#### INFORMATION GIVEN
* * * * * * *
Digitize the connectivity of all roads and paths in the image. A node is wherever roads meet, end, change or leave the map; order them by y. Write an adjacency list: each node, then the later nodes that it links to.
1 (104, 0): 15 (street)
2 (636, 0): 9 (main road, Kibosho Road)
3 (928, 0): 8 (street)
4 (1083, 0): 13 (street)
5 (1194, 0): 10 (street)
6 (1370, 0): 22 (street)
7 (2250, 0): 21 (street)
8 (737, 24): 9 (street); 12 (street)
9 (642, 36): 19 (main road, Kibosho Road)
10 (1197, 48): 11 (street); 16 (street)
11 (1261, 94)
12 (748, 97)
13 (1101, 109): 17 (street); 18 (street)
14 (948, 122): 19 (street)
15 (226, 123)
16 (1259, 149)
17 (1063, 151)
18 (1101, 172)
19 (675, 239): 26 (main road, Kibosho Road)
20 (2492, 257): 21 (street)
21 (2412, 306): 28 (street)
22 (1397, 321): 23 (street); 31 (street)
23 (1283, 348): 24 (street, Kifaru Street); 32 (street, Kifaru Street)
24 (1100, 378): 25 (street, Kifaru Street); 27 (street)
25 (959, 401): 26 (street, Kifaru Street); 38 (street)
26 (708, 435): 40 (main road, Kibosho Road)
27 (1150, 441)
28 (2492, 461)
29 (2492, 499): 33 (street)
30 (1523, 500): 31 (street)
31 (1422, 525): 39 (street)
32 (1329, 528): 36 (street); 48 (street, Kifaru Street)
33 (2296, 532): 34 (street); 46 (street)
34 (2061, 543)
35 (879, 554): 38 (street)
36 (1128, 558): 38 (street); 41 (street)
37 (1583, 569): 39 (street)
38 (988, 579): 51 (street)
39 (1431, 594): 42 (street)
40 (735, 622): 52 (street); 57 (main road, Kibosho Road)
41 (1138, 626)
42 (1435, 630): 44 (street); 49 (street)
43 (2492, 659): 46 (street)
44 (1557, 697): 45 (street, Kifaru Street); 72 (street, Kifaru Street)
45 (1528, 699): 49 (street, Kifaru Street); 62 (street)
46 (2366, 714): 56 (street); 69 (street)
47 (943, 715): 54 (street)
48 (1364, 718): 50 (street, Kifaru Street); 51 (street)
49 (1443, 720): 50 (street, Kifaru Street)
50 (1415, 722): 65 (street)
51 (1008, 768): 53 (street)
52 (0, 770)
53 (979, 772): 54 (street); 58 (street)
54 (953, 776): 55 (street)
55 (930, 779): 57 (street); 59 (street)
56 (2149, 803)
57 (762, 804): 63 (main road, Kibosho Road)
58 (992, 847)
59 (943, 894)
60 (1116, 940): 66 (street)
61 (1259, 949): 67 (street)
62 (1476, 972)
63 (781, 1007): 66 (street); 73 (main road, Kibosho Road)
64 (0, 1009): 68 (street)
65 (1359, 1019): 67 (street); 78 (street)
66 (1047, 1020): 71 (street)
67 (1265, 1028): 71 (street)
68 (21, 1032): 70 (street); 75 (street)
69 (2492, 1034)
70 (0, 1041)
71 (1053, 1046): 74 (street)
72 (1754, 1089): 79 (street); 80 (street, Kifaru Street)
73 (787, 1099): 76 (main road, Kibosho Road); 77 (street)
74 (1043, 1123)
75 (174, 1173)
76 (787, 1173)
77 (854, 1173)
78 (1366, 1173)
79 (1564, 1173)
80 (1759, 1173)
* * * * * * *
Repeat all of the records, letter for letter.

#### WRITTEN SOLUTION
Digitize the connectivity of all roads and paths in the image. A node is wherever roads meet, end, change or leave the map; order them by y. Write an adjacency list: each node, then the later nodes that it links to.
1 (104, 0): 15 (street)
2 (636, 0): 9 (main road, Kibosho Road)
3 (928, 0): 8 (street)
4 (1083, 0): 13 (street)
5 (1194, 0): 10 (street)
6 (1370, 0): 22 (street)
7 (2250, 0): 21 (street)
8 (737, 24): 9 (street); 12 (street)
9 (642, 36): 19 (main road, Kibosho Road)
10 (1197, 48): 11 (street); 16 (street)
11 (1261, 94)
12 (748, 97)
13 (1101, 109): 17 (street); 18 (street)
14 (948, 122): 19 (street)
15 (226, 123)
16 (1259, 149)
17 (1063, 151)
18 (1101, 172)
19 (675, 239): 26 (main road, Kibosho Road)
20 (2492, 257): 21 (street)
21 (2412, 306): 28 (street)
22 (1397, 321): 23 (street); 31 (street)
23 (1283, 348): 24 (street, Kifaru Street); 32 (street, Kifaru Street)
24 (1100, 378): 25 (street, Kifaru Street); 27 (street)
25 (959, 401): 26 (street, Kifaru Street); 38 (street)
26 (708, 435): 40 (main road, Kibosho Road)
27 (1150, 441)
28 (2492, 461)
29 (2492, 499): 33 (street)
30 (1523, 500): 31 (street)
31 (1422, 525): 39 (street)
32 (1329, 528): 36 (street); 48 (street, Kifaru Street)
33 (2296, 532): 34 (street); 46 (street)
34 (2061, 543)
35 (879, 554): 38 (street)
36 (1128, 558): 38 (street); 41 (street)
37 (1583, 569): 39 (street)
38 (988, 579): 51 (street)
39 (1431, 594): 42 (street)
40 (735, 622): 52 (street); 57 (main road, Kibosho Road)
41 (1138, 626)
42 (1435, 630): 44 (street); 49 (street)
43 (2492, 659): 46 (street)
44 (1557, 697): 45 (street, Kifaru Street); 72 (street, Kifaru Street)
45 (1528, 699): 49 (street, Kifaru Street); 62 (street)
46 (2366, 714): 56 (street); 69 (street)
47 (943, 715): 54 (street)
48 (1364, 718): 50 (street, Kifaru Street); 51 (street)
49 (1443, 720): 50 (street, Kifaru Street)
50 (1415, 722): 65 (street)
51 (1008, 768): 53 (street)
52 (0, 770)
53 (979, 772): 54 (street); 58 (street)
54 (953, 776): 55 (street)
55 (930, 779): 57 (street); 59 (street)
56 (2149, 803)
57 (762, 804): 63 (main road, Kibosho Road)
58 (992, 847)
59 (943, 894)
60 (1116, 940): 66 (street)
61 (1259, 949): 67 (street)
62 (1476, 972)
63 (781, 1007): 66 (street); 73 (main road, Kibosho Road)
64 (0, 1009): 68 (street)
65 (1359, 1019): 67 (street); 78 (street)
66 (1047, 1020): 71 (street)
67 (1265, 1028): 71 (street)
68 (21, 1032): 70 (street); 75 (street)
69 (2492, 1034)
70 (0, 1041)
71 (1053, 1046): 74 (street)
72 (1754, 1089): 79 (street); 80 (street, Kifaru Street)
73 (787, 1099): 76 (main road, Kibosho Road); 77 (street)
74 (1043, 1123)
75 (174, 1173)
76 (787, 1173)
77 (854, 1173)
78 (1366, 1173)
79 (1564, 1173)
80 (1759, 1173)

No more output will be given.